[Saved entries]
-- Opening Marker --

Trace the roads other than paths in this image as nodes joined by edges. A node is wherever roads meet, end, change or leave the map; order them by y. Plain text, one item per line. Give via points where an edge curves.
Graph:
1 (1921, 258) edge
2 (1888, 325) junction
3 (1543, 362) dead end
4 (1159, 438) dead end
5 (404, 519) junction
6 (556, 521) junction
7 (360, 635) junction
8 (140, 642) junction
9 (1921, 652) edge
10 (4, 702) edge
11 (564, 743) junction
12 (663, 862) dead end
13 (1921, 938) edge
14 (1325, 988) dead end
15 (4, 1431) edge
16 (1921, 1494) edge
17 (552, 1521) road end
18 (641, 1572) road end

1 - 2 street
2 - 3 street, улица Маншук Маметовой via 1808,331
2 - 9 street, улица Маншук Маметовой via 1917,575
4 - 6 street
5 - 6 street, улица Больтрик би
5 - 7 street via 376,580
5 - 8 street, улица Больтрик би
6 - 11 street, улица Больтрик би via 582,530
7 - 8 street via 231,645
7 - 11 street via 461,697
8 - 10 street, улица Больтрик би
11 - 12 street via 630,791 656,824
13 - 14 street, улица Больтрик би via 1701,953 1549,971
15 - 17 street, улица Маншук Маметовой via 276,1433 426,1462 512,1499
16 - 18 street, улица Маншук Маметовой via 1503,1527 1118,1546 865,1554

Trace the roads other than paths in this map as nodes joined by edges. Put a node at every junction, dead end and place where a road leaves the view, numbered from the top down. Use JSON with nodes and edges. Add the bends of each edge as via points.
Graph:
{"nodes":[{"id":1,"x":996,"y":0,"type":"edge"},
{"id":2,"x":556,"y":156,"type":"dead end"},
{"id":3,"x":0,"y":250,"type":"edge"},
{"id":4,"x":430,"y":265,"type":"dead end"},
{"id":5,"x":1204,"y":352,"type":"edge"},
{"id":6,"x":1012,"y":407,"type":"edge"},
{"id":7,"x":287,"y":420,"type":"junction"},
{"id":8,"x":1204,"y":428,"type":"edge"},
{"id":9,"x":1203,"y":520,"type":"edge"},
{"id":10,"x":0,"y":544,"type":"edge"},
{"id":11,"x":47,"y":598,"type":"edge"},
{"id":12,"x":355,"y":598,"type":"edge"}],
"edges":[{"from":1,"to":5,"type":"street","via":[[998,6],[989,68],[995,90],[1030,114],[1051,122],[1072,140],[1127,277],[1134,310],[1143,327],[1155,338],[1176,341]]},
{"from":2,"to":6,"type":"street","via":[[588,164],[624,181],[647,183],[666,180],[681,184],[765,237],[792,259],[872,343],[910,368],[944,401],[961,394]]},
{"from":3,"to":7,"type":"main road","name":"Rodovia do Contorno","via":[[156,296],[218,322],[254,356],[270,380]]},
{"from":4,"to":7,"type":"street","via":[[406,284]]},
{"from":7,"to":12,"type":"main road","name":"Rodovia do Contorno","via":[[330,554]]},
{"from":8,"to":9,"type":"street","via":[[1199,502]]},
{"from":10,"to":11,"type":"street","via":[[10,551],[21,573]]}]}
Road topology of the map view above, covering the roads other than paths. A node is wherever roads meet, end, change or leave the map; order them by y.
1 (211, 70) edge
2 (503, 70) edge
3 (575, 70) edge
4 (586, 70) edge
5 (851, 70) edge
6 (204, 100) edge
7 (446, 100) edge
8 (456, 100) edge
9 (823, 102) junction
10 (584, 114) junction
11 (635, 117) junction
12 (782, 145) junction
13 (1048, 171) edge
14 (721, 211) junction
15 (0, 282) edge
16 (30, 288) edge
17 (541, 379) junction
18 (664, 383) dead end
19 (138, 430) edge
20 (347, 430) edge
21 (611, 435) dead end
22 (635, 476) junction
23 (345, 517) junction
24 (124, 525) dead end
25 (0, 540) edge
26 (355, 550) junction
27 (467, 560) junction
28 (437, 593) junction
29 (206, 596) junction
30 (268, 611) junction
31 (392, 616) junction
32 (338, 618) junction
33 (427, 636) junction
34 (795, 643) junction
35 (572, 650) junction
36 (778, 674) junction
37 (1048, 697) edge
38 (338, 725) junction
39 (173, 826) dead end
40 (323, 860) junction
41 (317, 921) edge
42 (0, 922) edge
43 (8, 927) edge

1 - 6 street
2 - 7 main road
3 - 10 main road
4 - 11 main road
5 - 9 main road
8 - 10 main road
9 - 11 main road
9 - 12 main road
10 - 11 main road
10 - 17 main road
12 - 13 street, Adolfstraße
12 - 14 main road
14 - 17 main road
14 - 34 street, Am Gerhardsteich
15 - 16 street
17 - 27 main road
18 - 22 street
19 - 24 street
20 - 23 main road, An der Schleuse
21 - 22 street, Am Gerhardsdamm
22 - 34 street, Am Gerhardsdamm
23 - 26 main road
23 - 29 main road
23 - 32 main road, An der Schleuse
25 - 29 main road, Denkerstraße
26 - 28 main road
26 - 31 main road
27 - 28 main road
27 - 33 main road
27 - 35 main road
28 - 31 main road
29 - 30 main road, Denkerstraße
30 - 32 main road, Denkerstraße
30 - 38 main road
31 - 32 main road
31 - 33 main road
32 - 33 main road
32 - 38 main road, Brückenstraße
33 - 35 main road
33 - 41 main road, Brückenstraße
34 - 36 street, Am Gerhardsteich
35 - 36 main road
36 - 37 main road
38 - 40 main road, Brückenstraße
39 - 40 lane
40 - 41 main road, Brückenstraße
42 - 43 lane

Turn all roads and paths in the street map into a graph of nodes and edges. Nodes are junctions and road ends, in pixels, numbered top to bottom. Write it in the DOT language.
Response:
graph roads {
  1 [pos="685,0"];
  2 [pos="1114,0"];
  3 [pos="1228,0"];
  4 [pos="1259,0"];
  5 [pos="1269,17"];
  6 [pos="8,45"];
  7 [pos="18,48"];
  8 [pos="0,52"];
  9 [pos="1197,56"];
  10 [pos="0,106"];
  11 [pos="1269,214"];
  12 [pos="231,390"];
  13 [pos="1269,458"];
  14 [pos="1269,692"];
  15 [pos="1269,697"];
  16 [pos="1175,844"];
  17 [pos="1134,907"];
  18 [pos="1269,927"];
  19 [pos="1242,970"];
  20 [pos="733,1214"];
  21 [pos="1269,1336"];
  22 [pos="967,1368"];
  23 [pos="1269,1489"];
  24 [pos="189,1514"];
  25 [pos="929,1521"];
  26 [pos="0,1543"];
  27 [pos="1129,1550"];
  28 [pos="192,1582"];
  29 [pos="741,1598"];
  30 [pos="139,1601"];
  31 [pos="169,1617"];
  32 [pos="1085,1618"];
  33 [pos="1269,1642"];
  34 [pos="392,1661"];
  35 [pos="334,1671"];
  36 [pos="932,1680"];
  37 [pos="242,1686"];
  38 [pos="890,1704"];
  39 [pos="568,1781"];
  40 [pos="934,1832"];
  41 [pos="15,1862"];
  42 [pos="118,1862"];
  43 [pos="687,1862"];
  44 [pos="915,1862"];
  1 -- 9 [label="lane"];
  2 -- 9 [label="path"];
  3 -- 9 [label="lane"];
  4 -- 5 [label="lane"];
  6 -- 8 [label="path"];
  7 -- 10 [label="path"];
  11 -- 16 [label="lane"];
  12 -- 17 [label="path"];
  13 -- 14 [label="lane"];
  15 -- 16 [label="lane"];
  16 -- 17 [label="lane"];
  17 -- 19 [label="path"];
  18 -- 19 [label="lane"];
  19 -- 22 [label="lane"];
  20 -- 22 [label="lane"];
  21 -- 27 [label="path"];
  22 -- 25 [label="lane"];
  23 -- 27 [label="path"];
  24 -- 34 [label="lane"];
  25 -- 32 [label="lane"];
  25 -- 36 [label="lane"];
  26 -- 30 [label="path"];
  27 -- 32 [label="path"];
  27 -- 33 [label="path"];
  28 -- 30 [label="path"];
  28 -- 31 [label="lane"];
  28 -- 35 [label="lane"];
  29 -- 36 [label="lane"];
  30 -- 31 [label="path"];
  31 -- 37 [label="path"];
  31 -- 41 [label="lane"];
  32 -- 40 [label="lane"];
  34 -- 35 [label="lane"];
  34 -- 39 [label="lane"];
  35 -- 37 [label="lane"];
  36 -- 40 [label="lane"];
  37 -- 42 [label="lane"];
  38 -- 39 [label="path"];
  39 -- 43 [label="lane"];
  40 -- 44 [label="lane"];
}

-- Closing Marker --

Task statement:
A complete answer reproduces every line of the records in which the word "from" occurs.

Result:
Trace the roads other than paths in this map as nodes joined by edges. Put a node at every junction, dead end and place where a road leaves the view, numbered from the top down. Use JSON with nodes and edges. Add the bends of each edge as via points.
"edges":[{"from":1,"to":5,"type":"street","via":[[998,6],[989,68],[995,90],[1030,114],[1051,122],[1072,140],[1127,277],[1134,310],[1143,327],[1155,338],[1176,341]]},
{"from":2,"to":6,"type":"street","via":[[588,164],[624,181],[647,183],[666,180],[681,184],[765,237],[792,259],[872,343],[910,368],[944,401],[961,394]]},
{"from":3,"to":7,"type":"main road","name":"Rodovia do Contorno","via":[[156,296],[218,322],[254,356],[270,380]]},
{"from":4,"to":7,"type":"street","via":[[406,284]]},
{"from":7,"to":12,"type":"main road","name":"Rodovia do Contorno","via":[[330,554]]},
{"from":8,"to":9,"type":"street","via":[[1199,502]]},
{"from":10,"to":11,"type":"street","via":[[10,551],[21,573]]}]}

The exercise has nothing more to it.